Add ability to see the reason for a domain's threat category
Ed
Is there a plan on having a drill down on why a domain is being reported as a Threat? Maybe a link to the reporting platform to see more information? 4 days is an eternity for a response to an upset client who's been flagged as malware. Please add this as a QOL feature. We're the ones being seen as blocking their site. Without a good explanation it's our "fault".
R
Ryan Poppa
Merged in a post:
More information about FQDNs that are blocked
Eric Nix
It would be nice if DNSFilter provided more detailed info about FQDNs that are blocked. For example, I would like the ability to click the domain name and have WHOIS information displayed. Something similar to what Cisco Talos or Brightcloud offers for security information would be ideal.
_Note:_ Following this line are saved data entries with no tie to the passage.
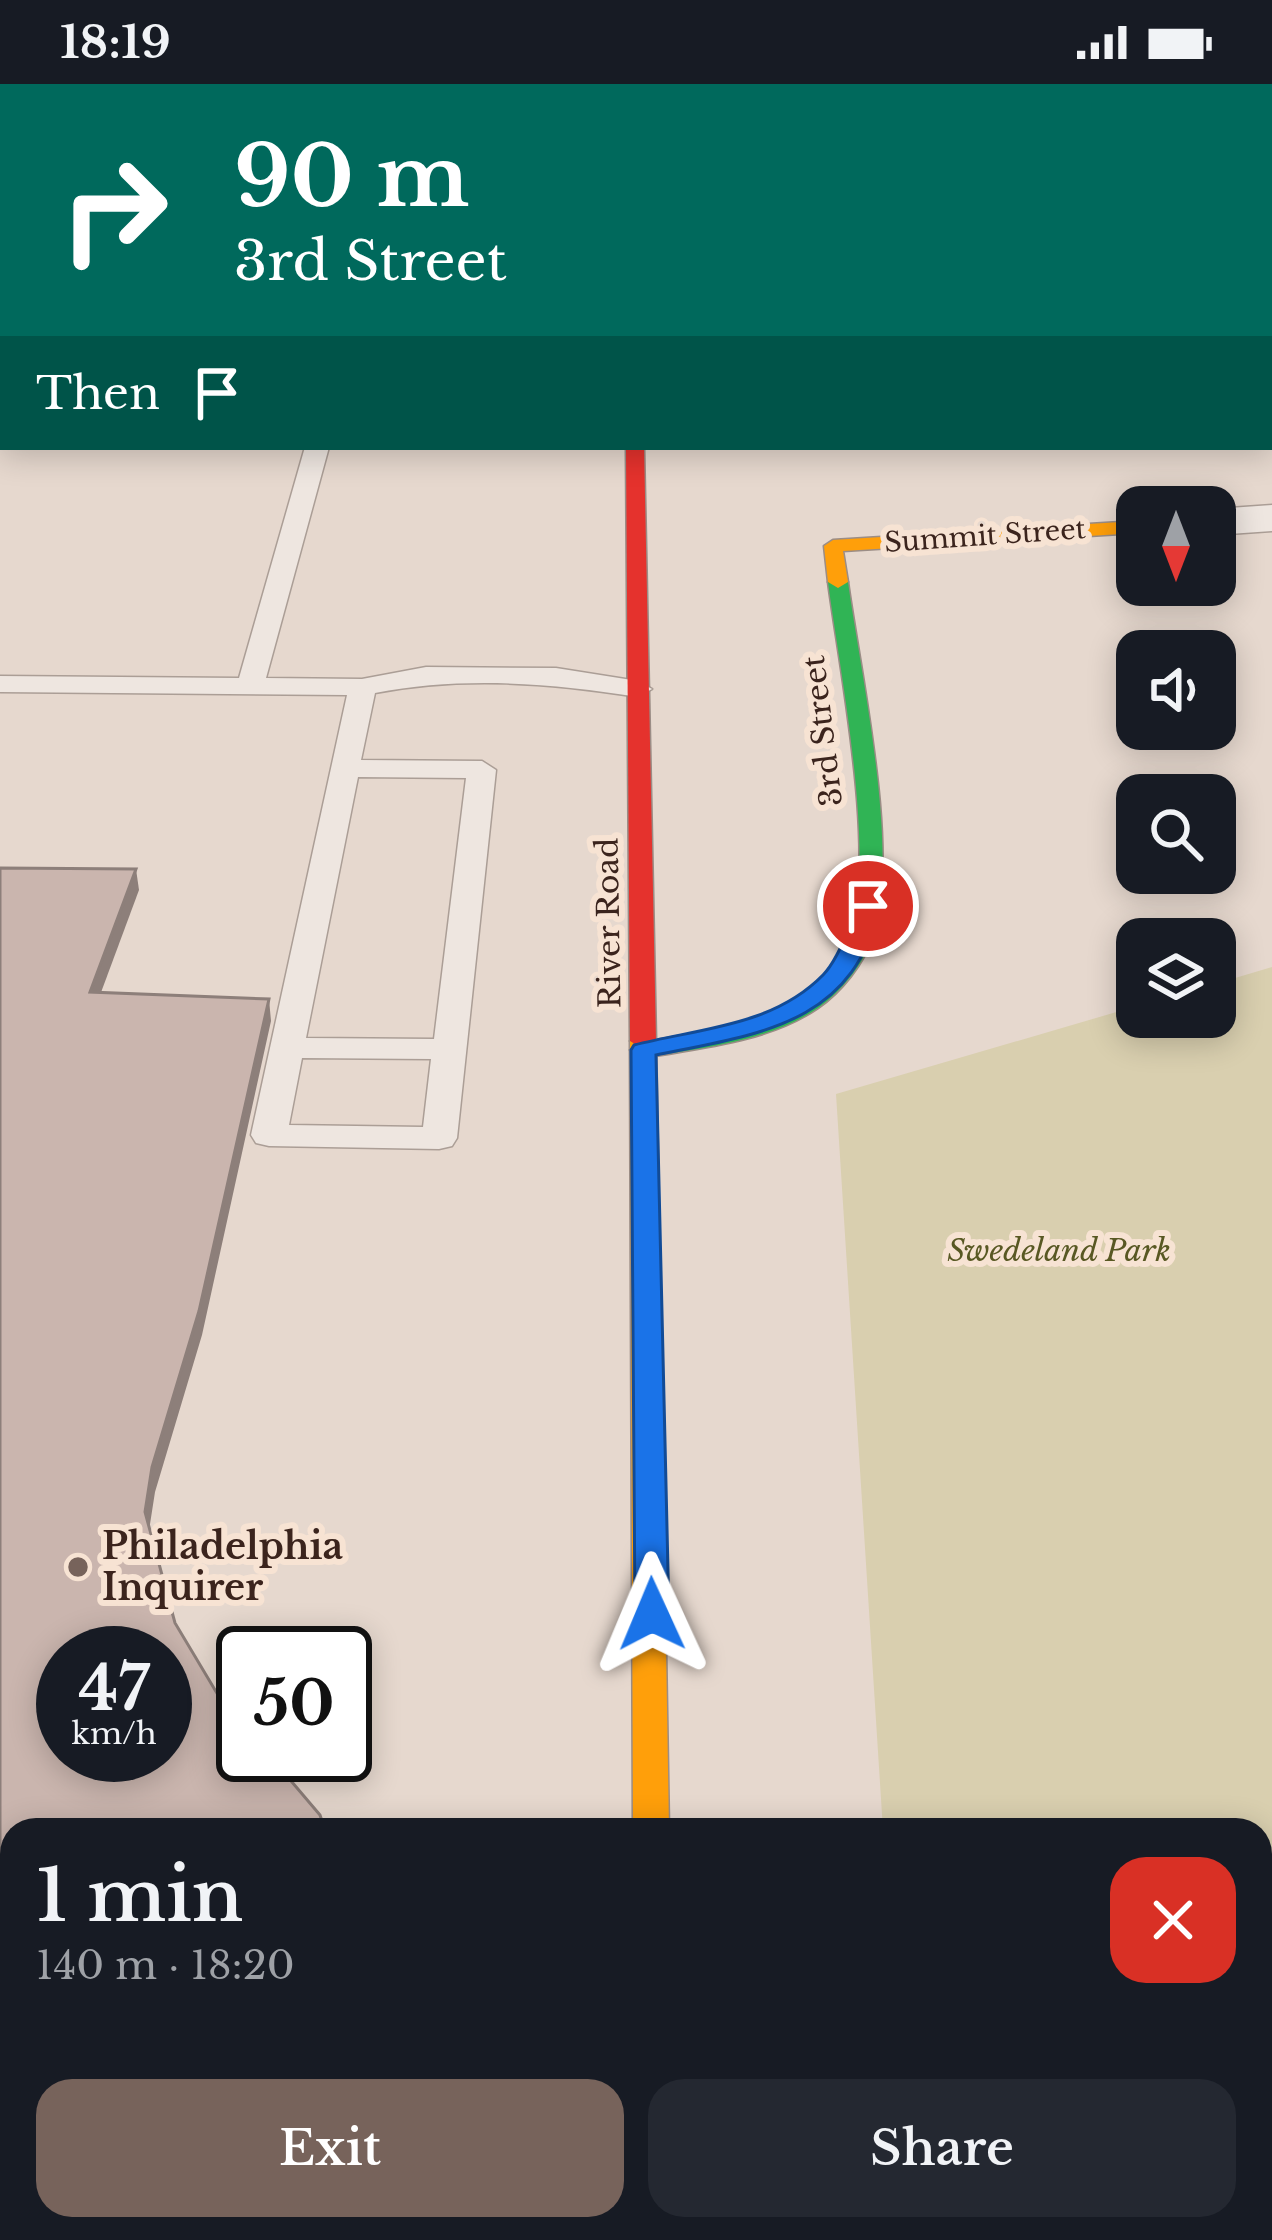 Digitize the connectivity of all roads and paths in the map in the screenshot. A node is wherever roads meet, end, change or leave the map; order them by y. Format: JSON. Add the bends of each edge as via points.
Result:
{"nodes":[{"id":1,"x":316,"y":450,"type":"edge"},
{"id":2,"x":635,"y":450,"type":"edge"},
{"id":3,"x":1272,"y":518,"type":"edge"},
{"id":4,"x":1236,"y":521,"type":"edge"},
{"id":5,"x":1116,"y":527,"type":"edge"},
{"id":6,"x":833,"y":546,"type":"joint"},
{"id":7,"x":0,"y":684,"type":"edge"},
{"id":8,"x":250,"y":686,"type":"junction"},
{"id":9,"x":362,"y":687,"type":"junction"},
{"id":10,"x":638,"y":689,"type":"junction"},
{"id":11,"x":345,"y":768,"type":"junction"},
{"id":12,"x":287,"y":1048,"type":"junction"},
{"id":13,"x":449,"y":1049,"type":"junction"},
{"id":14,"x":644,"y":1050,"type":"junction"},
{"id":15,"x":650,"y":1818,"type":"edge"}],
"edges":[{"from":1,"to":8,"type":"lane"},
{"from":2,"to":10,"type":"main road","name":"River Road"},
{"from":3,"to":4,"type":"street"},
{"from":5,"to":6,"type":"main road","name":"Summit Street"},
{"from":6,"to":14,"type":"main road","name":"3rd Street","via":[[868,824],[861,937],[830,986],[784,1016]]},
{"from":7,"to":8,"type":"lane"},
{"from":8,"to":9,"type":"lane"},
{"from":9,"to":10,"type":"lane","via":[[465,700]]},
{"from":9,"to":11,"type":"lane"},
{"from":10,"to":14,"type":"main road","name":"River Road"},
{"from":11,"to":12,"type":"lane"},
{"from":11,"to":13,"type":"lane","via":[[482,770]]},
{"from":12,"to":13,"type":"lane"},
{"from":12,"to":13,"type":"lane","via":[[269,1135],[439,1138]]},
{"from":14,"to":15,"type":"main road","name":"River Road"}]} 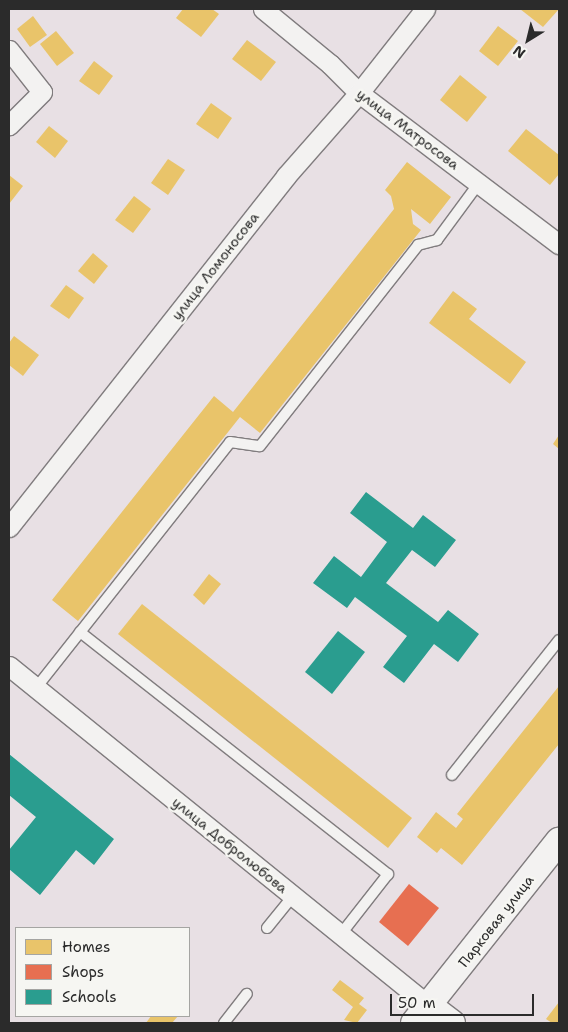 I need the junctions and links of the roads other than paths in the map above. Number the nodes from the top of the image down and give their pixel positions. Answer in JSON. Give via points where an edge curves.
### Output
{"nodes":[{"id":1,"x":263,"y":9,"type":"edge"},
{"id":2,"x":425,"y":9,"type":"edge"},
{"id":3,"x":9,"y":50,"type":"edge"},
{"id":4,"x":359,"y":93,"type":"junction"},
{"id":5,"x":9,"y":125,"type":"edge"},
{"id":6,"x":479,"y":183,"type":"junction"},
{"id":7,"x":559,"y":244,"type":"edge"},
{"id":8,"x":9,"y":528,"type":"edge"},
{"id":9,"x":80,"y":632,"type":"junction"},
{"id":10,"x":559,"y":640,"type":"edge"},
{"id":11,"x":9,"y":666,"type":"edge"},
{"id":12,"x":36,"y":688,"type":"junction"},
{"id":13,"x":452,"y":775,"type":"dead end"},
{"id":14,"x":559,"y":841,"type":"edge"},
{"id":15,"x":293,"y":896,"type":"junction"},
{"id":16,"x":267,"y":928,"type":"dead end"},
{"id":17,"x":341,"y":934,"type":"junction"},
{"id":18,"x":247,"y":994,"type":"dead end"},
{"id":19,"x":421,"y":1014,"type":"edge"},
{"id":20,"x":224,"y":1023,"type":"edge"},
{"id":21,"x":452,"y":1023,"type":"edge"}],
"edges":[{"from":1,"to":4,"type":"street","name":"улица Матросова","via":[[330,64]]},
{"from":2,"to":4,"type":"street","name":"улица Ломоносова"},
{"from":3,"to":5,"type":"street","via":[[42,92]]},
{"from":4,"to":6,"type":"street","name":"улица Матросова"},
{"from":4,"to":8,"type":"street","name":"улица Ломоносова","via":[[286,176]]},
{"from":6,"to":7,"type":"street","name":"улица Матросова"},
{"from":6,"to":9,"type":"lane","via":[[437,240],[418,245],[260,446],[230,442]]},
{"from":9,"to":12,"type":"lane"},
{"from":9,"to":17,"type":"lane","via":[[388,874]]},
{"from":10,"to":13,"type":"lane"},
{"from":11,"to":12,"type":"street","name":"улица Добролюбова"},
{"from":12,"to":15,"type":"street","name":"улица Добролюбова"},
{"from":14,"to":19,"type":"street","name":"Парковая улица"},
{"from":15,"to":16,"type":"lane"},
{"from":15,"to":17,"type":"street","name":"улица Добролюбова"},
{"from":17,"to":19,"type":"street","name":"улица Добролюбова"},
{"from":18,"to":20,"type":"lane"},
{"from":19,"to":21,"type":"street","name":"улица Добролюбова"}]}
I'm sure DNSFilter already has this information for internal use.
R
Ryan Poppa
Merged in a post:
Reason behind the malicious categorization for the admin portal
Greg Gelman
DNSFilter blocks websites based on categories like Malware, etc. When we go in for review of whether or not to keep a certain website blocked we end up finding false positives on occasion and submit for re-review by DNSFilter. It would be much more helpful if we didn't have to use other tools to verify DNSFilter's categorization of websites and could see similar reasoning/evidence of why it was categorized the way it was, and/or the reason for the block. I understand the reason for the block can be Malware or New Domain, but can there be a little more detail like what specifically was triggering Malware (was it a malicious DNS request the website made to external services, suspicious access to host metadata, etc.) or how new the domain is with the whois info?
if this already exists, I must have missed it.